Sleep is crucial for rest and recovery, but it also allows the brain to process things it has learned while awake. This is why a person may go to bed frustrated with learning a tune on the piano but wake up the next morning ready to play it without fumbling. For this to happen, it is thought that memories must be reactivated during sleep – something which can be studied by monitoring brain activity. While it has been shown that memory reactivation occurs in some stages of human sleep, it was unclear whether it occurred in a specific stage known as REM sleep – which is important for learning.

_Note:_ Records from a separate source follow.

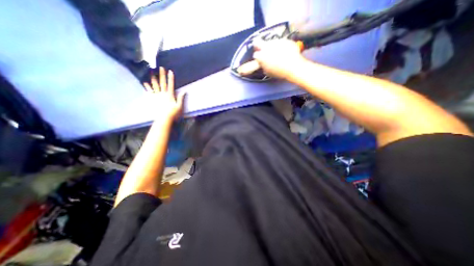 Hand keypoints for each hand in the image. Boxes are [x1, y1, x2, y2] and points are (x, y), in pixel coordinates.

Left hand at [143, 67, 183, 121]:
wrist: (164, 118)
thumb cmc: (173, 113)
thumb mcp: (179, 106)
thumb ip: (180, 98)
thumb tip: (184, 91)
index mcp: (170, 95)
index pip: (171, 85)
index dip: (171, 78)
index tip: (170, 71)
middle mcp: (163, 94)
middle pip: (162, 83)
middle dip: (162, 75)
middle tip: (161, 68)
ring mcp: (157, 96)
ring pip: (155, 86)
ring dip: (154, 79)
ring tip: (152, 73)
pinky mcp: (153, 99)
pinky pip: (149, 92)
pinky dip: (147, 87)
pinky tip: (145, 83)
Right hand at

To study memory reactivation during REM sleep, Abdellahi et al. recruited volunteers and monitored their brain activity during an ‘adaptation night’ when certain sounds played as they slept. The following day, memories – such as an image or pressing a certain button – were paired with the sounds, which were replayed during REM sleep the following night to trigger memory reactivation (experimental night). Abdellahi et al. measured how strongly brain activity during each night related to the waking activity when the sound pairing tasks were imagined and compared the adaptation and experimental nights. The experimental night showed clear signs of memory reactivation after the sounds were played during REM sleep, suggesting that the sounds triggered memories of the associated images or buttons.
These findings show that in humans, brain activity patterns that indicate memory reactivation can be identified during REM sleep. The work paves the way for future studies into the characteristics of this memory reactivation and how to trigger it in a way that leads to improvements in memory.